| MS Seminar


Name of the Speaker: Mr. Rahul G S (EE20S136)
Guide: Prof. Mohanasankar S
Online meeting link: https://meet.google.com/wot-mmyu-ezi
Date/Time: 14th June 2024 (Friday), 4:45 PM
Title: Development of Stereo Endoscopy System for Polyp Measurement and 3-D Reconstruction.

Abstract :

Estimating depth map in endoscopic scenes is crucial for improving surgical precision, navigation, and the visualization of internal structures. It also aids in the 3-D reconstruction of anatomical structures and measuring abnormal tissue sizes. However, traditional endoscopes with a single image sensor cannot provide the necessary depth information. This work discusses the design and development of a stereo endoscopy system that uses a dual camera setup for accurate depth estimation. It discusses the design challenges of creating a stereo endoscopy system and outlines effective strategies to address them. A prototype was developed, including an endoscope, a video processor that connects to a display monitor, and a Virtual Reality-enabled Head Mounted Display Device for enhanced 3-D visualization.

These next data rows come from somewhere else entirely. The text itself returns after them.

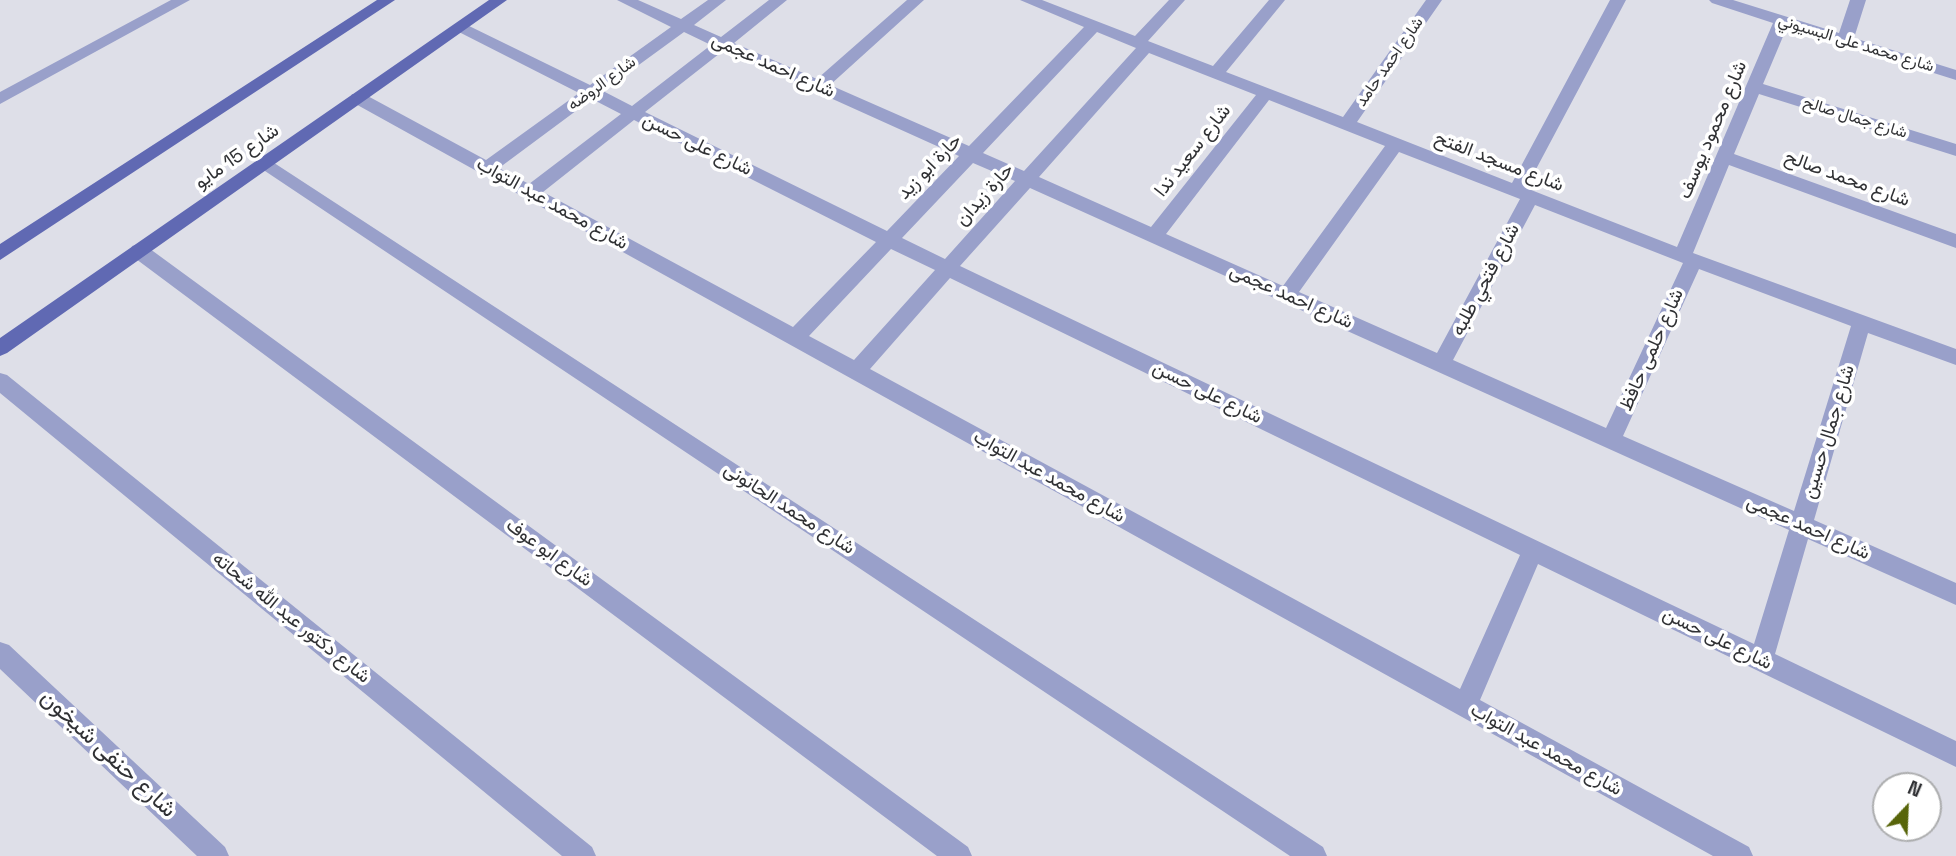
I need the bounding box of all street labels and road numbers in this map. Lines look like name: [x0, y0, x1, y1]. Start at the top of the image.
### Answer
street label: شارع محمد على البسيوني: [1776, 11, 1936, 77]
street label: شارع احمد حامد: [1352, 14, 1428, 110]
street label: شارع احمد عجمى: [708, 29, 838, 103]
street label: شارع الروضه: [564, 53, 640, 115]
street label: شارع محمود يوسف: [1674, 58, 1752, 202]
street label: شارع جمال صالح: [1801, 93, 1909, 143]
street label: شارع سعيد ندا: [1150, 100, 1236, 202]
street label: شارع على حسن: [639, 109, 755, 181]
street label: شارع 15 مايو: [190, 120, 284, 194]
street label: شارع مسجد الفتح: [1431, 127, 1567, 197]
street label: حارة ابو زيد: [893, 129, 967, 205]
street label: شارع محمد صالح: [1781, 146, 1913, 212]
street label: شارع محمد عبد التواب: [472, 153, 632, 255]
street label: حارة زيدان: [951, 159, 1019, 231]
street label: شارع فتحي طلبه: [1447, 220, 1525, 340]
street label: شارع احمد عجمى: [1226, 260, 1356, 334]
street label: شارع حلمى حافظ: [1615, 285, 1689, 415]
street label: شارع على حسن: [1149, 357, 1265, 429]
street label: شارع جمال حسين: [1798, 362, 1860, 502]
street label: شارع محمد عبد التواب: [969, 426, 1129, 528]
street label: شارع محمد الحانونى: [719, 458, 859, 560]
street label: شارع احمد عجمى: [1743, 491, 1873, 565]
street label: شارع ابو عوف: [501, 514, 597, 592]
street label: شارع دكتور عبد الله شحاته: [208, 547, 374, 689]
street label: شارع على حسن: [1659, 603, 1775, 675]
street label: شارع حنفى شيخون: [34, 684, 182, 824]
street label: شارع محمد عبد التواب: [1466, 699, 1626, 801]

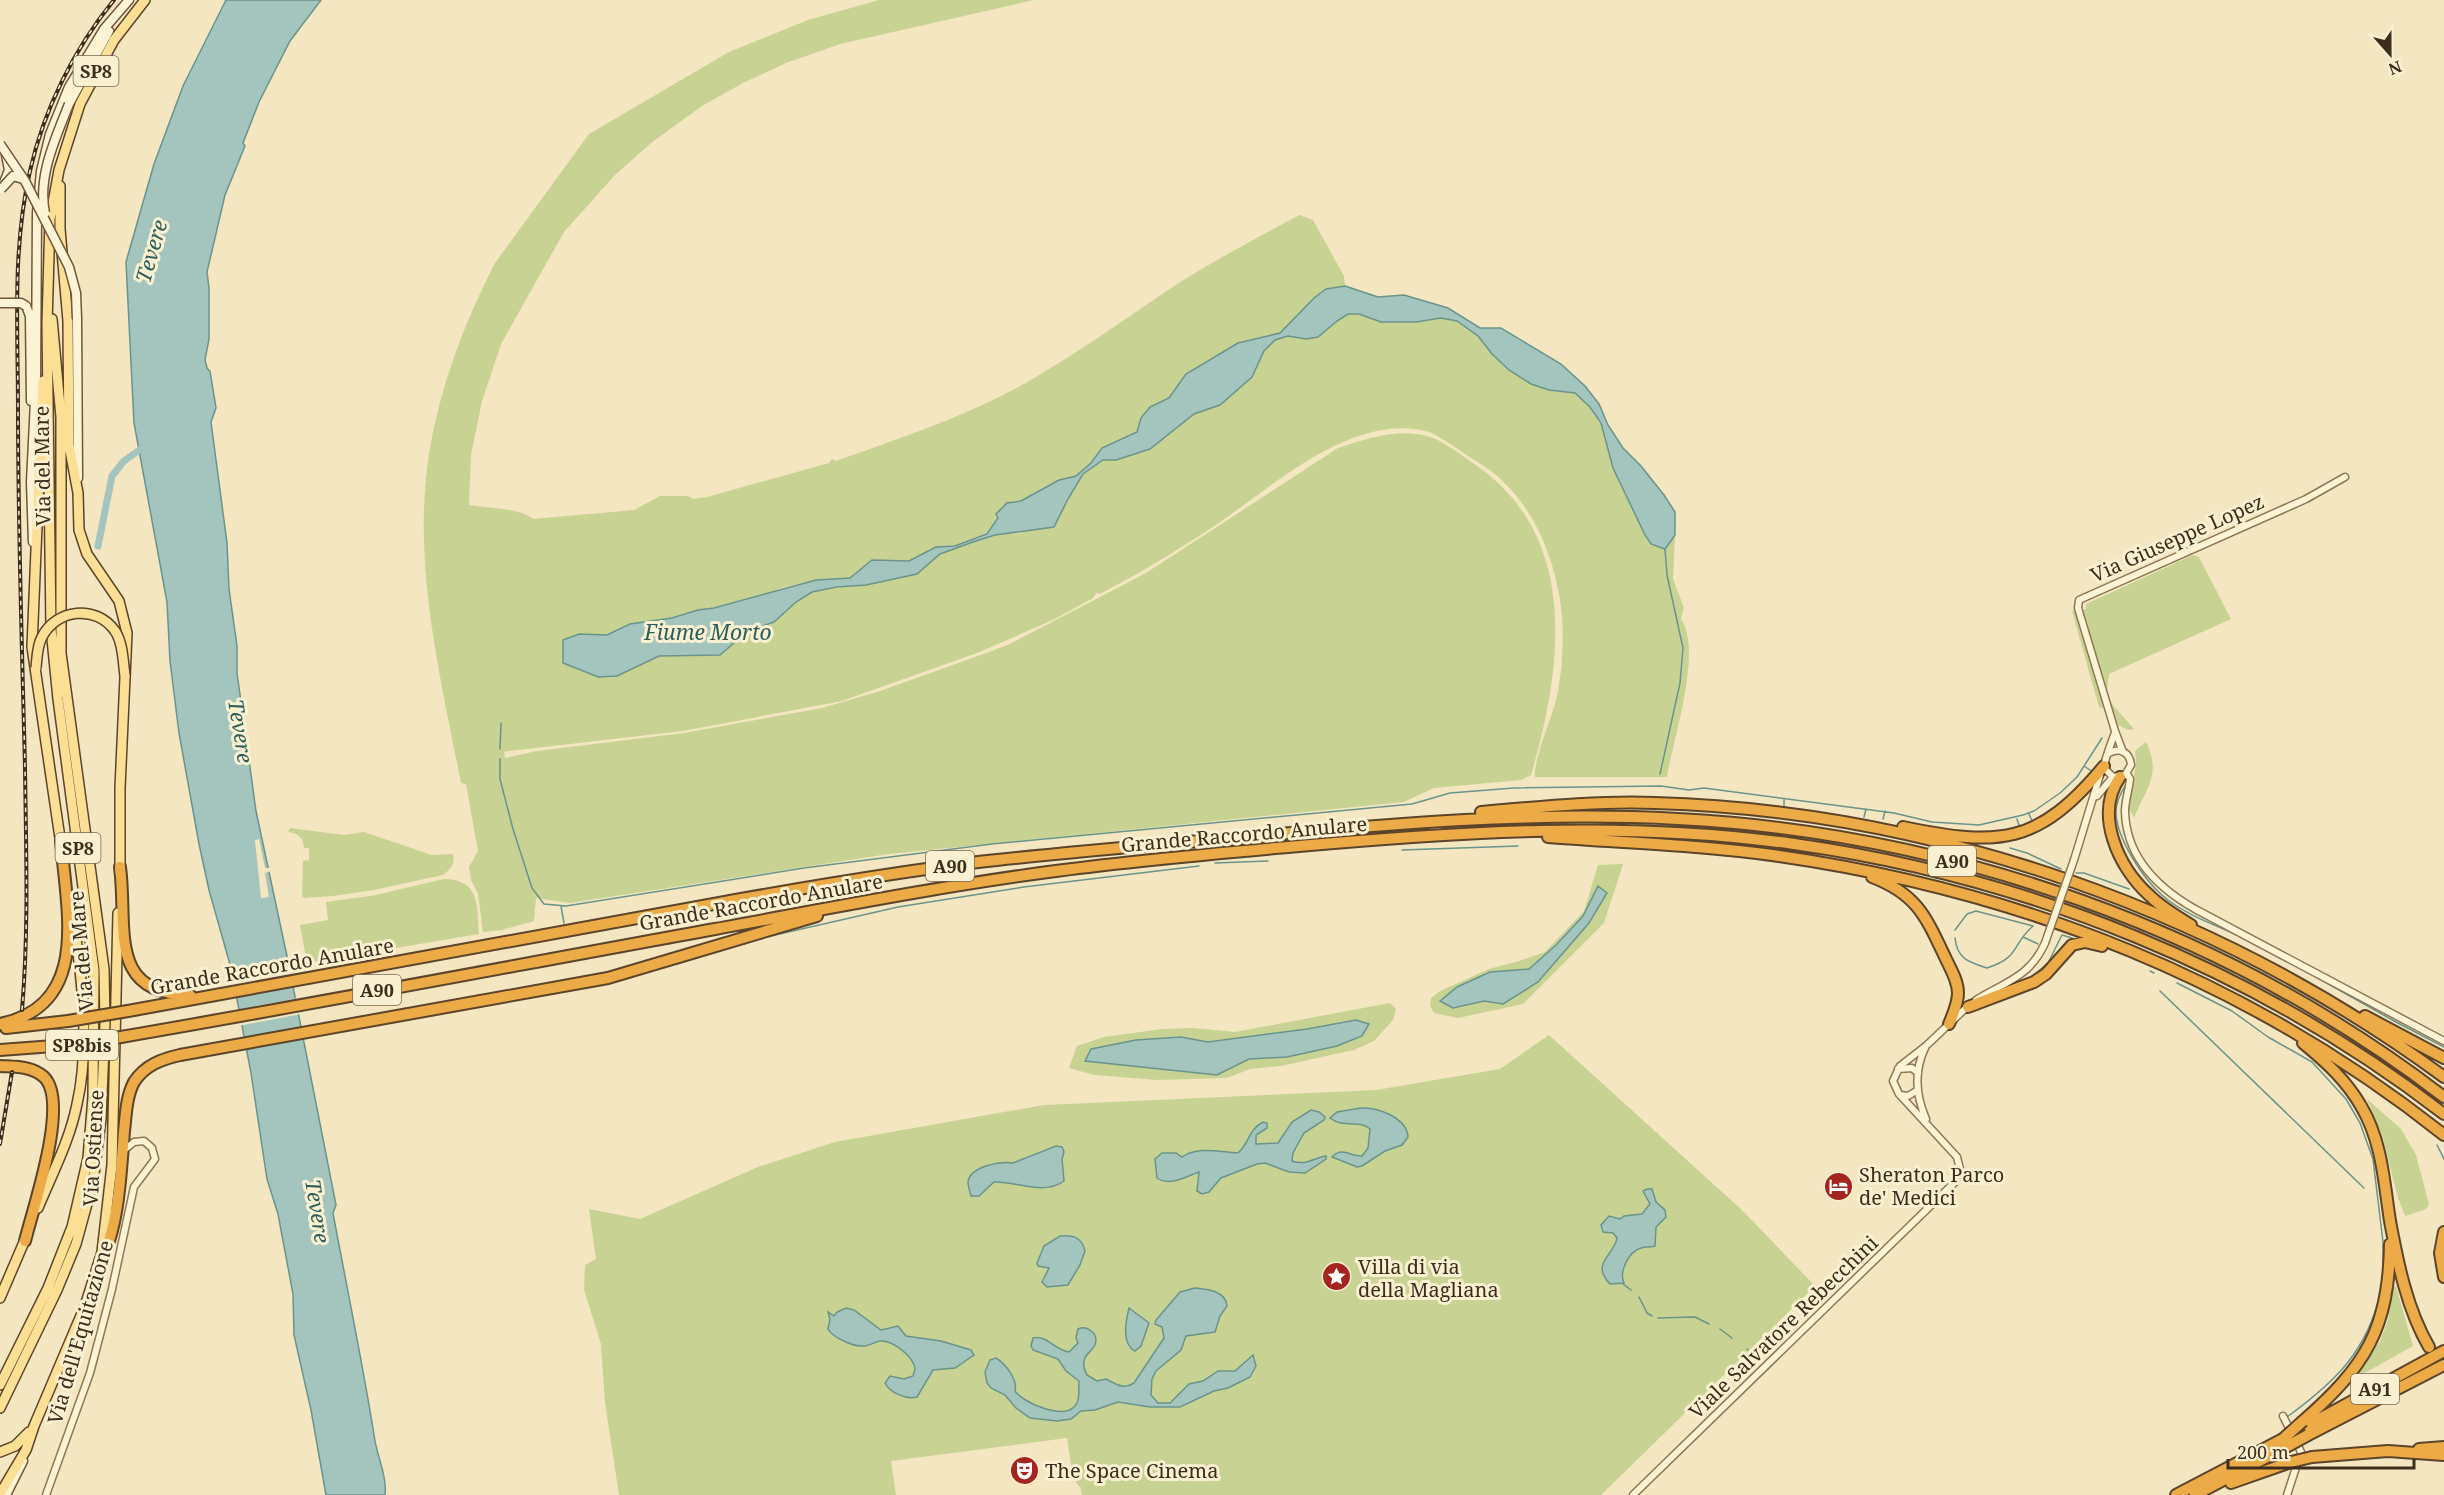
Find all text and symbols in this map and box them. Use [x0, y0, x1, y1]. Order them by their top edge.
north arrow [2360, 24, 2420, 84]
text: N [2385, 55, 2405, 81]
road number: SP8 [74, 56, 118, 86]
water label: Tevere [129, 216, 173, 286]
street label: Via del Mare [27, 405, 57, 527]
street label: Via Giuseppe Lopez [2086, 488, 2268, 588]
water label: Fiume Morto [643, 618, 772, 646]
water label: Tevere [222, 697, 260, 765]
street label: Grande Raccordo Anulare [1120, 810, 1368, 858]
road number: SP8 [56, 833, 100, 863]
road number: A90 [1928, 846, 1976, 876]
road number: A90 [926, 851, 974, 881]
street label: Grande Raccordo Anulare [637, 867, 885, 937]
street label: Via del Mare [62, 890, 100, 1012]
street label: Grande Raccordo Anulare [148, 931, 396, 1001]
road number: A90 [353, 975, 401, 1005]
road number: SP8bis [46, 1030, 118, 1060]
street label: Via Ostiense [76, 1089, 110, 1207]
place label: Sheraton Parco de' Medici [1859, 1161, 2004, 1211]
hotel icon: Sheraton Parco de' Medici [1822, 1170, 1854, 1202]
water label: Tevere [299, 1177, 337, 1245]
street label: Viale Salvatore Rebecchini [1683, 1229, 1884, 1425]
street label: Via dell'Equitazione [41, 1237, 119, 1427]
place label: Villa di via della Magliana [1358, 1253, 1499, 1303]
place icon: Villa di via della Magliana [1321, 1261, 1353, 1293]
road number: A91 [2351, 1374, 2399, 1404]
scale bar [2228, 1432, 2414, 1470]
text: 200 m [2237, 1440, 2289, 1464]
theatre icon: The Space Cinema [1008, 1454, 1040, 1486]
place label: The Space Cinema [1045, 1457, 1218, 1484]

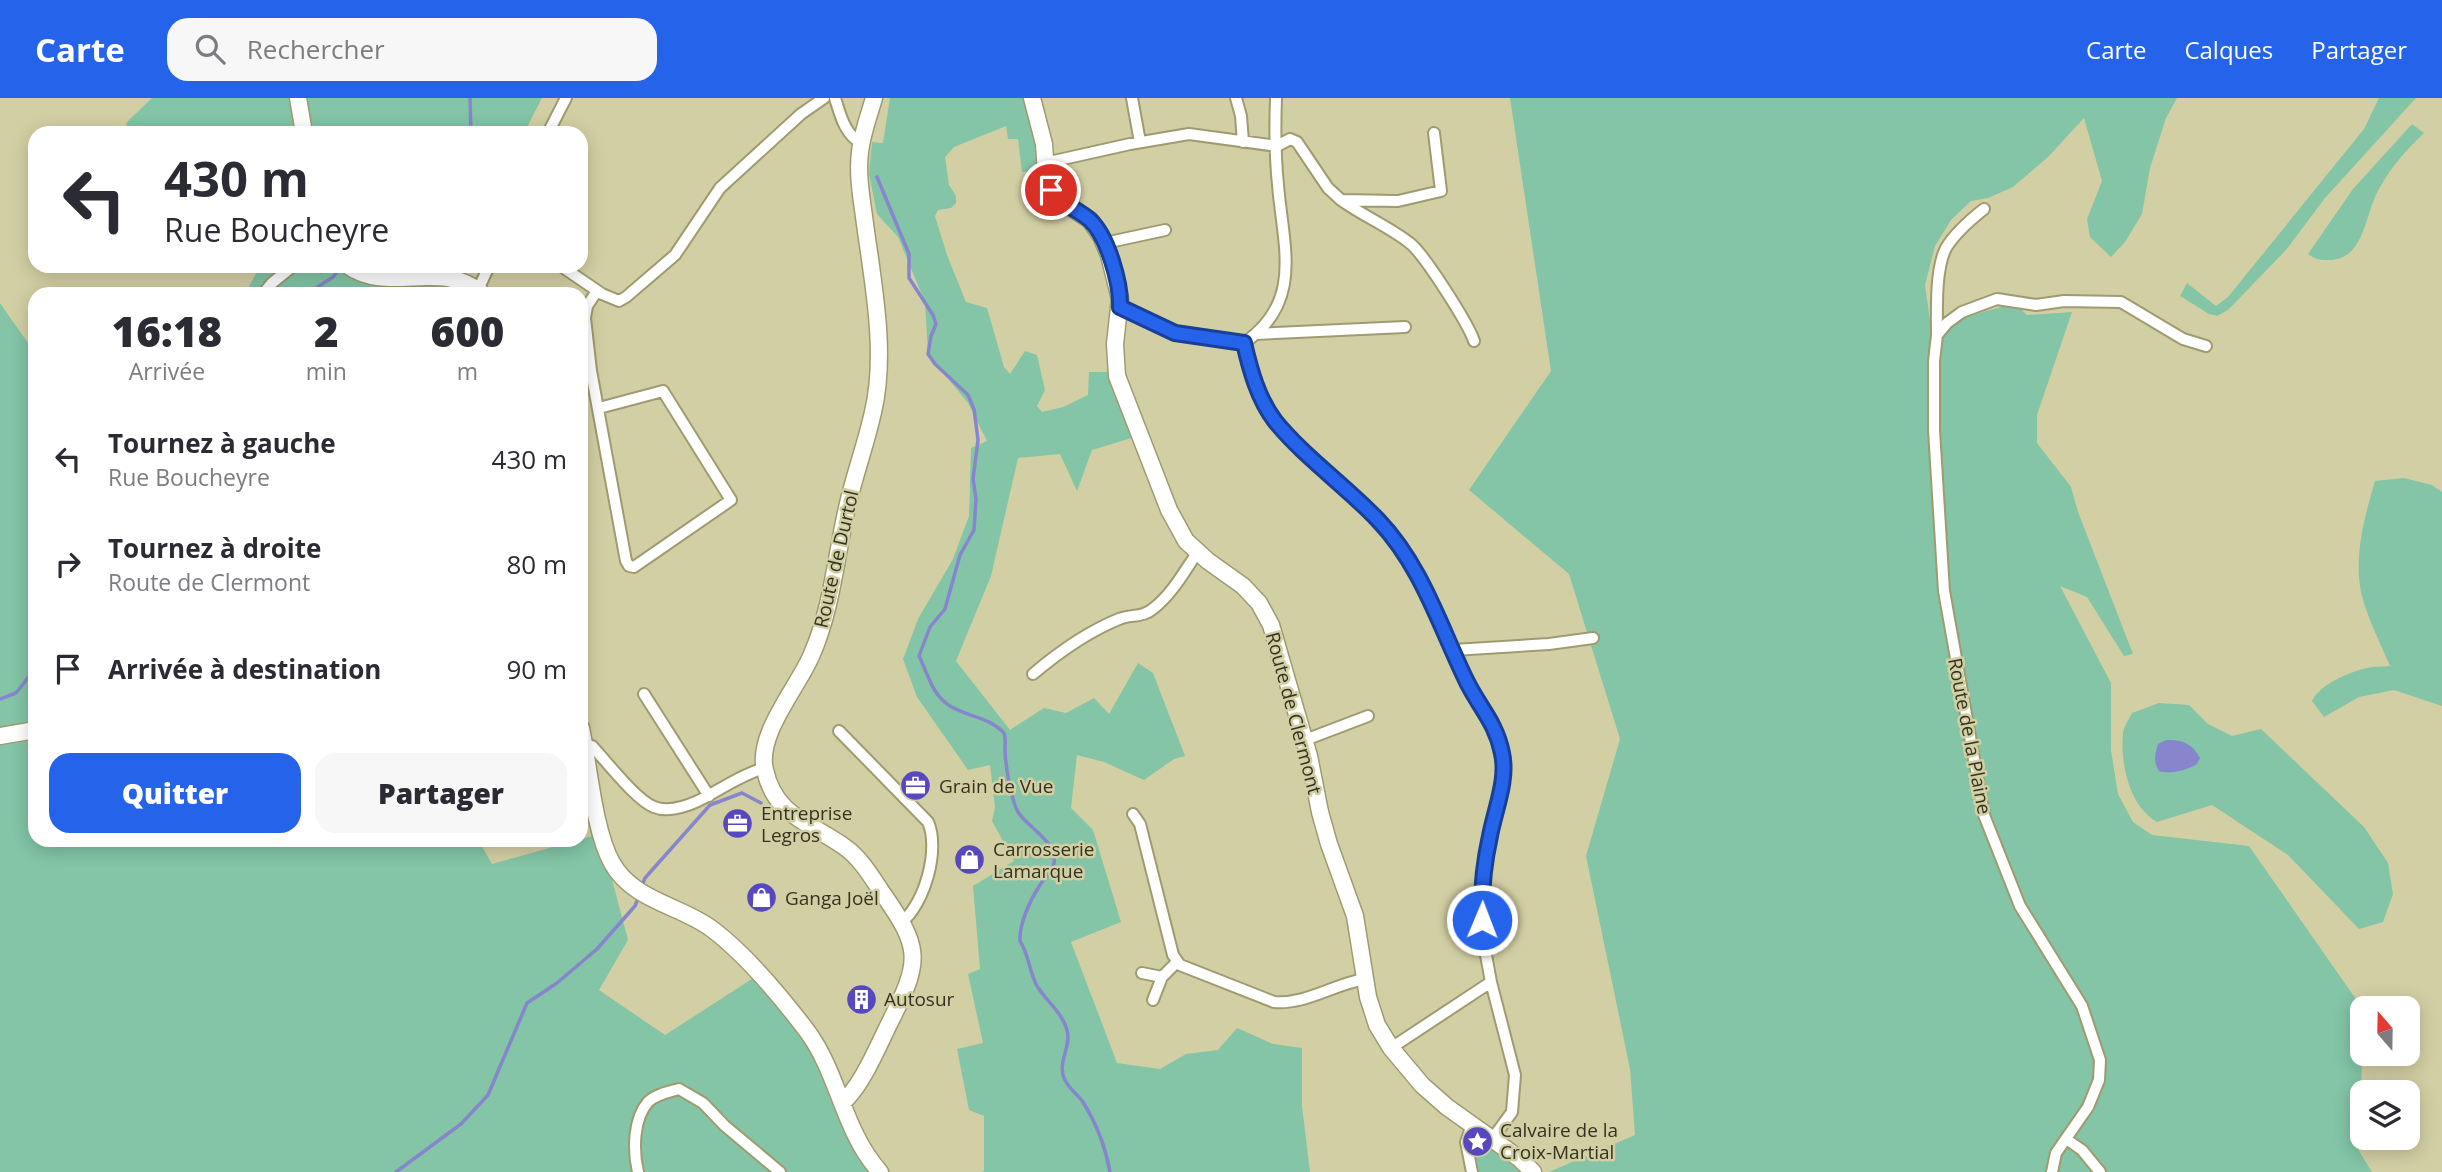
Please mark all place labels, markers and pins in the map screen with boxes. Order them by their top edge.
pin [1021,160,1081,220]
office icon: Grain de Vue [899,769,933,803]
place label: Grain de Vue [939,773,1053,799]
place label: Entreprise Legros [761,800,852,848]
office icon: Entreprise Legros [721,807,755,841]
place label: Carrosserie Lamarque [993,836,1095,884]
shop icon: Carrosserie Lamarque [953,843,987,877]
shop icon: Ganga Joël [745,881,779,915]
place label: Ganga Joël [785,885,879,911]
building icon: Autosur [844,982,878,1016]
place label: Autosur [884,986,955,1012]
place label: Calvaire de la Croix-Martial [1500,1117,1618,1165]
place icon: Calvaire de la Croix-Martial [1460,1124,1494,1158]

Additionally, this research proposes a new algorithm using a pre-trained Visual Geometry Group Network (VGGNet) model for estimating disparities and accurately measuring the size of abnormal tissues like polyps or lesions. Our algorithm outperforms the widely used Semi Global Matching (SGM) algorithm, achieving an error rate of less than 5% when measuring polyps located 30 mm to 50 mm in depth from the camera.

Furthermore, the talk will discuss the Dual Attention Concatenation Volume Net (DACVNet) for stereo disparity estimation, an improvement over the Attention Concatenation Volume Net (ACVNet) by incorporating a self-attention mechanism. This mechanism allows the model to independently focus on different image sections and recognize patterns across distant pixels. DACVNet demonstrated superior performance over ACVNet and other models by reducing the End Point Error by 7.08%. Qualitative validation using the gastric phantom dataset confirmed the effectiveness of DACVNet in 3-D scene reconstruction, suggesting its potential use in stereo endoscopic applications.